A handful of the world's top financial institutions have not one regulator but many, spread over diverse products and markets. These regulators, scared by Barings, Daiwa Bank and other disasters, are trying to plug holes in the supervisory net. But it's a tough job to coordinate oversight and to ensure that at least one supervisor has the full picture. David Shirreff reports

Laocoon, the Trojan priest, didn't trust the Greeks and their wooden horse. But before he could warn his fellow Trojans, the hostile gods sent two snakes to throttle him and his sons. The sculptor's treatment of this event seems to epitomize the struggle between the regulators and the regulated in today's financial markets. But who is being strangled and who's doing the strangling?

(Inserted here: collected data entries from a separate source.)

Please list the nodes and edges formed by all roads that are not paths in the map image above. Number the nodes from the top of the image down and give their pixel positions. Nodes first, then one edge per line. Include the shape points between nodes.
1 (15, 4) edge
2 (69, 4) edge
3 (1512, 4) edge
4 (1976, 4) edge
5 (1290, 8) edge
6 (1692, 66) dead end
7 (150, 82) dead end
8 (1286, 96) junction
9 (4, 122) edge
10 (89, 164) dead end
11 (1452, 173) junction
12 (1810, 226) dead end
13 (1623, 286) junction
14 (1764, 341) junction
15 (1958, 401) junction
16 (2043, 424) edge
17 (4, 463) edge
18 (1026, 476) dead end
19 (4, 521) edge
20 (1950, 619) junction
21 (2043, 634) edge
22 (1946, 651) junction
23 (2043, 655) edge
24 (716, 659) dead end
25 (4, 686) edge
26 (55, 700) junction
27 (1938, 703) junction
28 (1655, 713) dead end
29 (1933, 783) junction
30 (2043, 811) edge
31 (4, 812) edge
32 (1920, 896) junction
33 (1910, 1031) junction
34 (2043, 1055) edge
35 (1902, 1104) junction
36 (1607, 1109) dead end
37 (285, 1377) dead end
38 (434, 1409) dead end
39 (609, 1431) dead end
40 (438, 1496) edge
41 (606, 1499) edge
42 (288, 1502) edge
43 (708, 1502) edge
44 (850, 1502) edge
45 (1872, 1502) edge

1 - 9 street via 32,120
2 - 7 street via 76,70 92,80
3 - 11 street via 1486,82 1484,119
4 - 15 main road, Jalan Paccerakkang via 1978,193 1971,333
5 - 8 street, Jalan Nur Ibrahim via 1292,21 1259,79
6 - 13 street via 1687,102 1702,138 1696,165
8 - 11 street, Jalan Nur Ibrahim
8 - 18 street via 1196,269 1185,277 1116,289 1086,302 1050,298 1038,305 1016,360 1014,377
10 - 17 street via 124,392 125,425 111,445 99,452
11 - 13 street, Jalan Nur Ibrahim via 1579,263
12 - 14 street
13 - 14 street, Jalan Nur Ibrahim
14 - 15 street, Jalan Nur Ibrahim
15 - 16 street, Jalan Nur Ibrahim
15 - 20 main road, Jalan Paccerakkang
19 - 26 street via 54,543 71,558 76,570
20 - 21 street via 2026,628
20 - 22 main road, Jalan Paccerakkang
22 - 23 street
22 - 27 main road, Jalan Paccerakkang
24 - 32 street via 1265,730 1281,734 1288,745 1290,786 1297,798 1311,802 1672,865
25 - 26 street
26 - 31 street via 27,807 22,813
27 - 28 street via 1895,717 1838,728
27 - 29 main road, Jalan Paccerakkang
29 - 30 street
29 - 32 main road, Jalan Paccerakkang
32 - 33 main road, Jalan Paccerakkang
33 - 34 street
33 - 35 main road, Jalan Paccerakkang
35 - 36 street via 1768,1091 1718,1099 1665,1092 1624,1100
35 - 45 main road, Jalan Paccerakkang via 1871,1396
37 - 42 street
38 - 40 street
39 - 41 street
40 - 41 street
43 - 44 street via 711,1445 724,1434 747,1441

A score of diverse institutions, operating globally in the major money centres and emerging markets, present supervisors with an increasingly tortuous task. "The concept 'small is beautiful' doesn't exist in the financial services industry," laments Tom de Swaan, executive director at Holland's central bank.

No single lead supervisor can hope to get the full picture - encompassing all subsidiaries and financial affiliates - of one of these sprawling entities which might include banking, fund management, securities and commodities trading, and insurance. Indeed, it might be dangerous to try.

"Over-supervision can disrupt the markets," warns Clifford Smout, head of supervisory policy at the Bank of England. There may be legitimate worries about systemic risk but "you don't want to extend the regulatory net to give the impression that dealing with subsidiaries is as safe as dealing with the [regulated] bank".